EXERCISE REQUIREMENTS: Please make sure what you return matches the listing below exactly, minus its pictures.

INFORMATION:
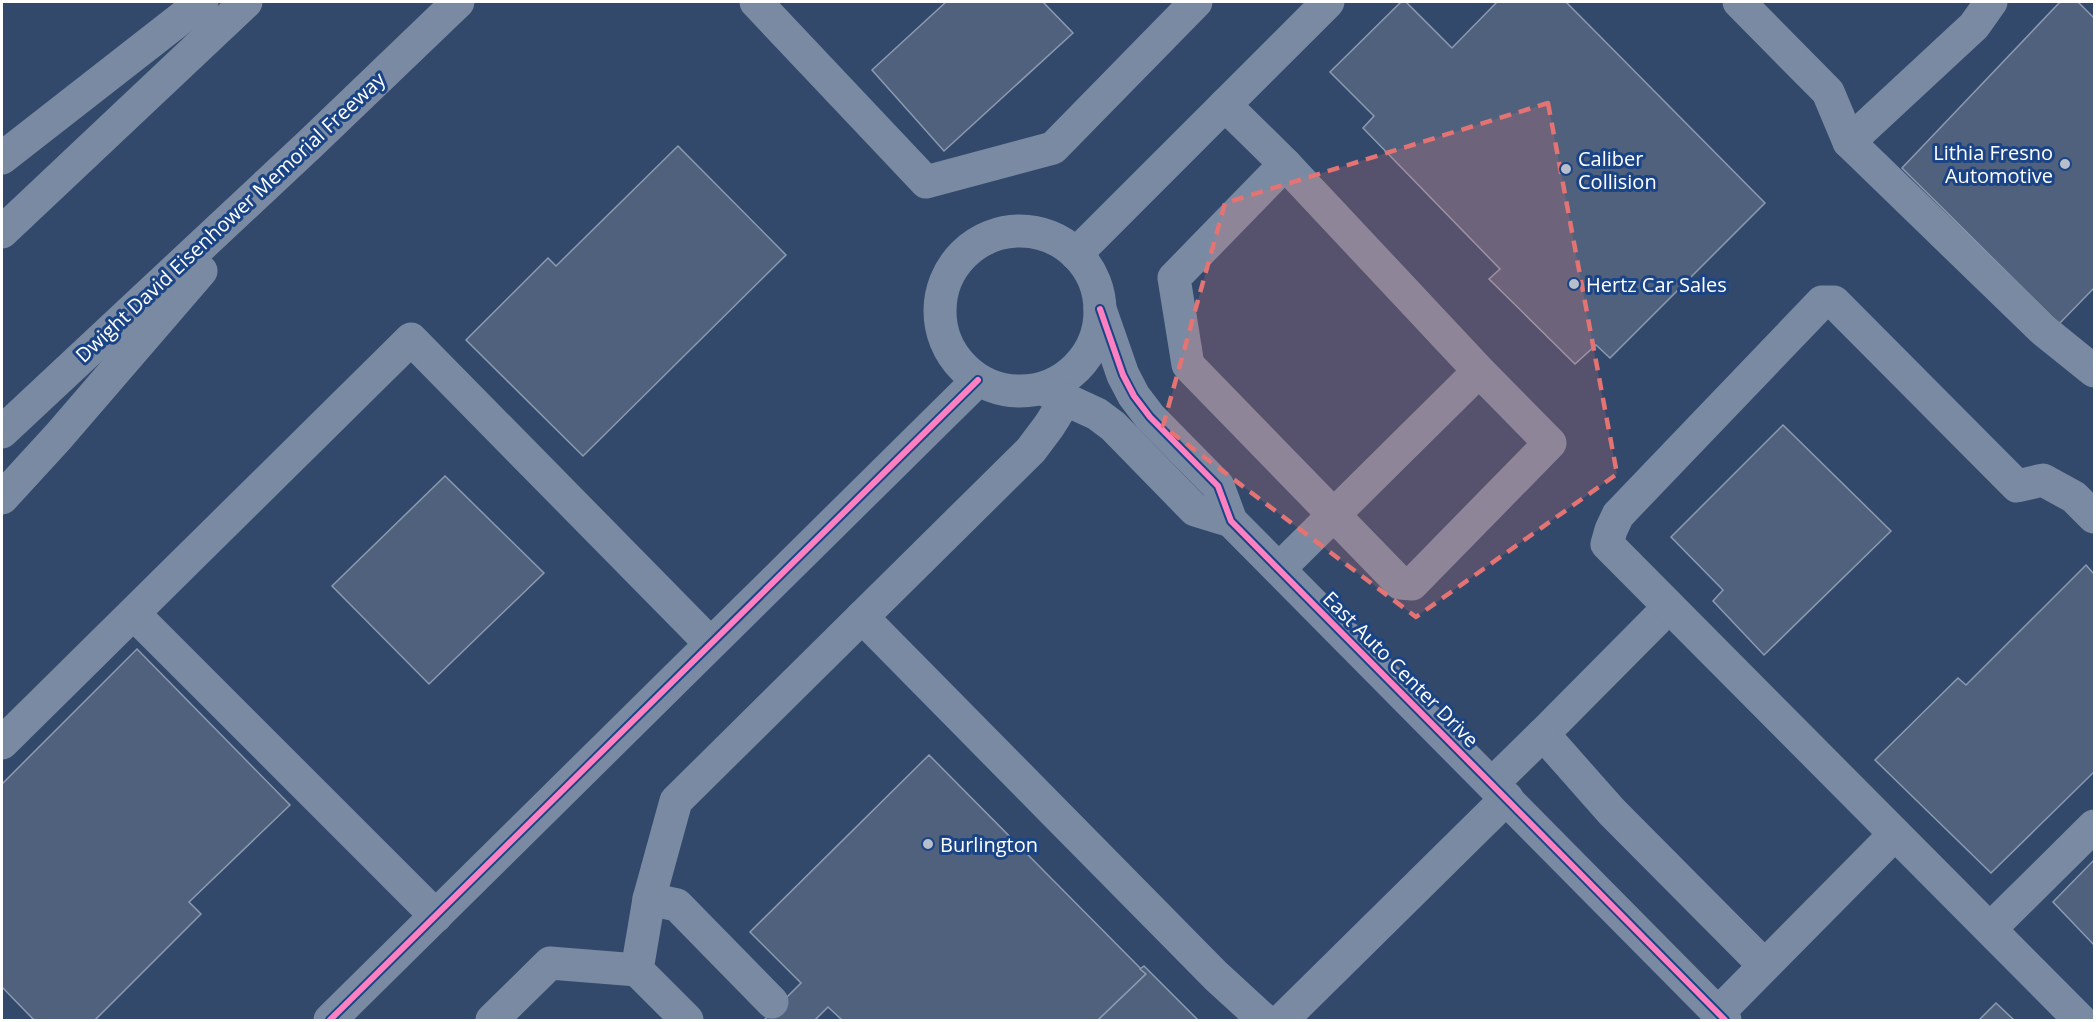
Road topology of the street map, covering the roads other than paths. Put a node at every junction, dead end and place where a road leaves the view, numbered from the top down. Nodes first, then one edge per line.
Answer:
1 (202, 2) edge
2 (246, 2) edge
3 (458, 2) edge
4 (756, 2) edge
5 (1196, 2) edge
6 (1328, 2) edge
7 (1738, 2) edge
8 (1991, 2) edge
9 (1226, 105) junction
10 (1849, 142) junction
11 (310, 144) junction
12 (2, 158) edge
13 (1285, 164) junction
14 (2, 232) edge
15 (1076, 254) junction
16 (1100, 309) junction
17 (2094, 371) edge
18 (1479, 372) junction
19 (978, 380) junction
20 (1054, 394) junction
21 (2, 432) edge
22 (2, 498) edge
23 (1334, 515) junction
24 (2094, 517) edge
25 (1231, 521) junction
26 (1279, 569) junction
27 (1669, 607) junction
28 (134, 614) junction
29 (862, 617) junction
30 (710, 643) junction
31 (1543, 734) junction
32 (2, 743) edge
33 (1499, 791) junction
34 (2094, 826) edge
35 (1895, 834) junction
36 (649, 899) junction
37 (436, 916) junction
38 (1989, 929) junction
39 (1764, 965) junction
40 (637, 970) junction
41 (772, 1002) dead end
42 (1722, 1017) edge
43 (330, 1020) edge
44 (492, 1020) edge
45 (687, 1020) edge
46 (1264, 1020) edge
47 (1282, 1020) edge
48 (2080, 1020) edge

1 - 12 highway
2 - 14 highway
3 - 11 highway, Dwight David Eisenhower Memorial Freeway
4 - 5 street
6 - 9 street
7 - 10 street
8 - 10 street
9 - 13 street
9 - 15 street
10 - 17 street
11 - 21 highway, Dwight David Eisenhower Memorial Freeway
11 - 22 highway
13 - 18 street
13 - 23 street
15 - 16 street
15 - 19 street
16 - 20 street
16 - 25 street, East Auto Center Drive
18 - 23 street
18 - 23 street
19 - 20 street
19 - 30 street
20 - 25 street, East Auto Center Drive
20 - 29 street
23 - 26 street
24 - 27 street
25 - 26 street, East Auto Center Drive
26 - 33 street, East Auto Center Drive
27 - 31 street
27 - 35 street
28 - 30 street
28 - 32 street
28 - 37 street
29 - 36 street
29 - 46 street
30 - 37 street
31 - 33 street
31 - 39 street
33 - 42 street, East Auto Center Drive
33 - 47 street
34 - 38 street
35 - 38 street
35 - 39 street
36 - 40 street
36 - 41 street
37 - 43 street
38 - 48 street
39 - 42 street
40 - 44 street
40 - 45 street

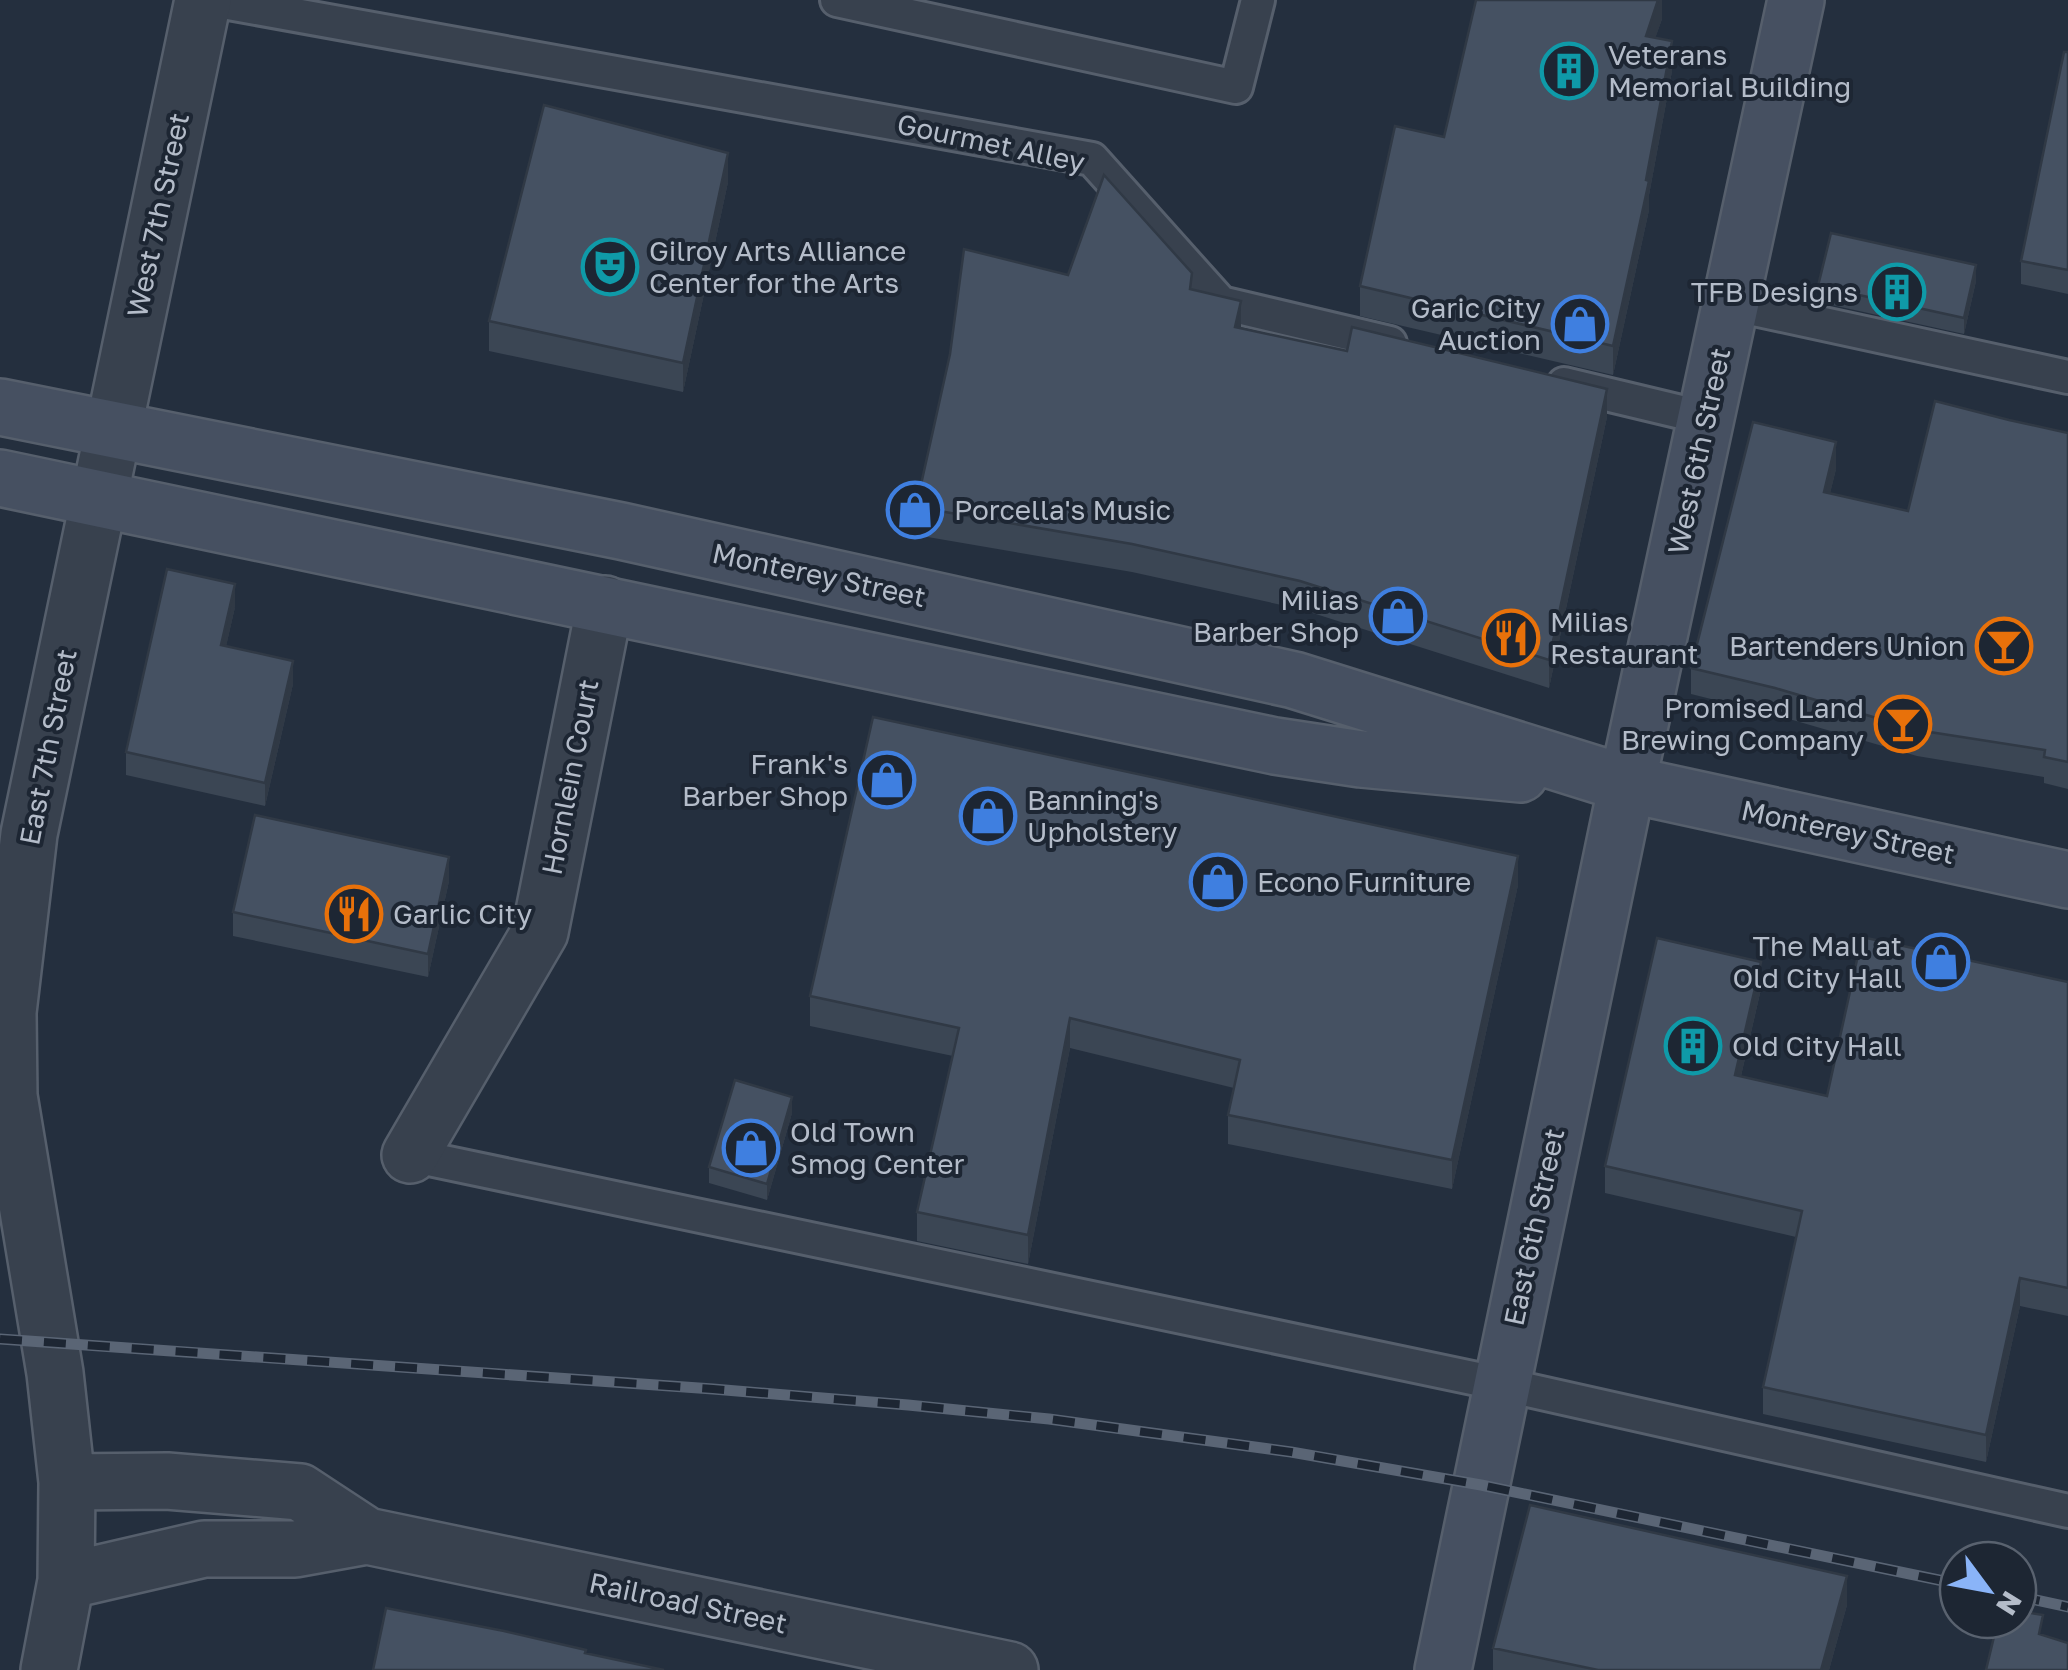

SOLUTION FOR THIS PROBLEM:
Road topology of the street map, covering the roads other than paths. Put a node at every junction, dead end and place where a road leaves the view, numbered from the top down. Nodes first, then one edge per line.
Answer:
1 (202, 2) edge
2 (246, 2) edge
3 (458, 2) edge
4 (756, 2) edge
5 (1196, 2) edge
6 (1328, 2) edge
7 (1738, 2) edge
8 (1991, 2) edge
9 (1226, 105) junction
10 (1849, 142) junction
11 (310, 144) junction
12 (2, 158) edge
13 (1285, 164) junction
14 (2, 232) edge
15 (1076, 254) junction
16 (1100, 309) junction
17 (2094, 371) edge
18 (1479, 372) junction
19 (978, 380) junction
20 (1054, 394) junction
21 (2, 432) edge
22 (2, 498) edge
23 (1334, 515) junction
24 (2094, 517) edge
25 (1231, 521) junction
26 (1279, 569) junction
27 (1669, 607) junction
28 (134, 614) junction
29 (862, 617) junction
30 (710, 643) junction
31 (1543, 734) junction
32 (2, 743) edge
33 (1499, 791) junction
34 (2094, 826) edge
35 (1895, 834) junction
36 (649, 899) junction
37 (436, 916) junction
38 (1989, 929) junction
39 (1764, 965) junction
40 (637, 970) junction
41 (772, 1002) dead end
42 (1722, 1017) edge
43 (330, 1020) edge
44 (492, 1020) edge
45 (687, 1020) edge
46 (1264, 1020) edge
47 (1282, 1020) edge
48 (2080, 1020) edge

1 - 12 highway
2 - 14 highway
3 - 11 highway, Dwight David Eisenhower Memorial Freeway
4 - 5 street
6 - 9 street
7 - 10 street
8 - 10 street
9 - 13 street
9 - 15 street
10 - 17 street
11 - 21 highway, Dwight David Eisenhower Memorial Freeway
11 - 22 highway
13 - 18 street
13 - 23 street
15 - 16 street
15 - 19 street
16 - 20 street
16 - 25 street, East Auto Center Drive
18 - 23 street
18 - 23 street
19 - 20 street
19 - 30 street
20 - 25 street, East Auto Center Drive
20 - 29 street
23 - 26 street
24 - 27 street
25 - 26 street, East Auto Center Drive
26 - 33 street, East Auto Center Drive
27 - 31 street
27 - 35 street
28 - 30 street
28 - 32 street
28 - 37 street
29 - 36 street
29 - 46 street
30 - 37 street
31 - 33 street
31 - 39 street
33 - 42 street, East Auto Center Drive
33 - 47 street
34 - 38 street
35 - 38 street
35 - 39 street
36 - 40 street
36 - 41 street
37 - 43 street
38 - 48 street
39 - 42 street
40 - 44 street
40 - 45 street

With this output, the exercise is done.